DATASET RECORDS: Begin
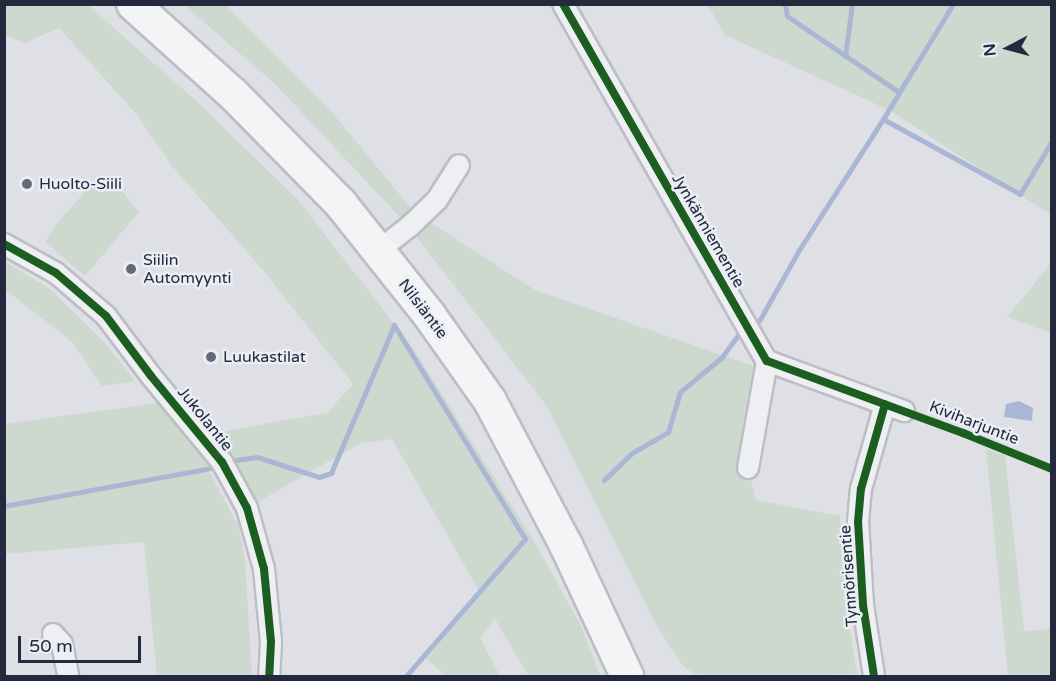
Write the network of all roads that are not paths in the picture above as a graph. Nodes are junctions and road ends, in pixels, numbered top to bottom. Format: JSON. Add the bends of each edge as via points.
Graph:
{"nodes":[{"id":1,"x":133,"y":4,"type":"edge"},
{"id":2,"x":563,"y":4,"type":"edge"},
{"id":3,"x":459,"y":165,"type":"dead end"},
{"id":4,"x":4,"y":244,"type":"edge"},
{"id":5,"x":378,"y":251,"type":"junction"},
{"id":6,"x":767,"y":361,"type":"junction"},
{"id":7,"x":748,"y":468,"type":"dead end"},
{"id":8,"x":53,"y":634,"type":"dead end"},
{"id":9,"x":68,"y":676,"type":"edge"},
{"id":10,"x":269,"y":676,"type":"edge"},
{"id":11,"x":627,"y":676,"type":"edge"},
{"id":12,"x":874,"y":676,"type":"edge"}],
"edges":[{"from":1,"to":5,"type":"main road","name":"Nilsiäntie","via":[[233,94],[341,204]]},
{"from":2,"to":6,"type":"street","name":"Jynkänniementie"},
{"from":3,"to":5,"type":"street","via":[[437,200]]},
{"from":4,"to":10,"type":"street","name":"Jukolantie","via":[[56,273],[106,316],[222,462],[247,508],[264,569],[271,642]]},
{"from":5,"to":11,"type":"main road","name":"Nilsiäntie","via":[[490,401],[566,545]]},
{"from":6,"to":7,"type":"street"},
{"from":6,"to":12,"type":"street","name":"Tynnörisentie","via":[[895,408],[861,489],[858,522],[862,605]]},
{"from":8,"to":9,"type":"street","via":[[62,644]]}]}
DATASET RECORDS: End
Please reproduce the whole listing exactly; the pictures stay out.

Write the network of all roads that are not paths in the picture above as a graph. Nodes are junctions and road ends, in pixels, numbered top to bottom. Format: JSON. Add the bends of each edge as via points.
Graph:
{"nodes":[{"id":1,"x":133,"y":4,"type":"edge"},
{"id":2,"x":563,"y":4,"type":"edge"},
{"id":3,"x":459,"y":165,"type":"dead end"},
{"id":4,"x":4,"y":244,"type":"edge"},
{"id":5,"x":378,"y":251,"type":"junction"},
{"id":6,"x":767,"y":361,"type":"junction"},
{"id":7,"x":748,"y":468,"type":"dead end"},
{"id":8,"x":53,"y":634,"type":"dead end"},
{"id":9,"x":68,"y":676,"type":"edge"},
{"id":10,"x":269,"y":676,"type":"edge"},
{"id":11,"x":627,"y":676,"type":"edge"},
{"id":12,"x":874,"y":676,"type":"edge"}],
"edges":[{"from":1,"to":5,"type":"main road","name":"Nilsiäntie","via":[[233,94],[341,204]]},
{"from":2,"to":6,"type":"street","name":"Jynkänniementie"},
{"from":3,"to":5,"type":"street","via":[[437,200]]},
{"from":4,"to":10,"type":"street","name":"Jukolantie","via":[[56,273],[106,316],[222,462],[247,508],[264,569],[271,642]]},
{"from":5,"to":11,"type":"main road","name":"Nilsiäntie","via":[[490,401],[566,545]]},
{"from":6,"to":7,"type":"street"},
{"from":6,"to":12,"type":"street","name":"Tynnörisentie","via":[[895,408],[861,489],[858,522],[862,605]]},
{"from":8,"to":9,"type":"street","via":[[62,644]]}]}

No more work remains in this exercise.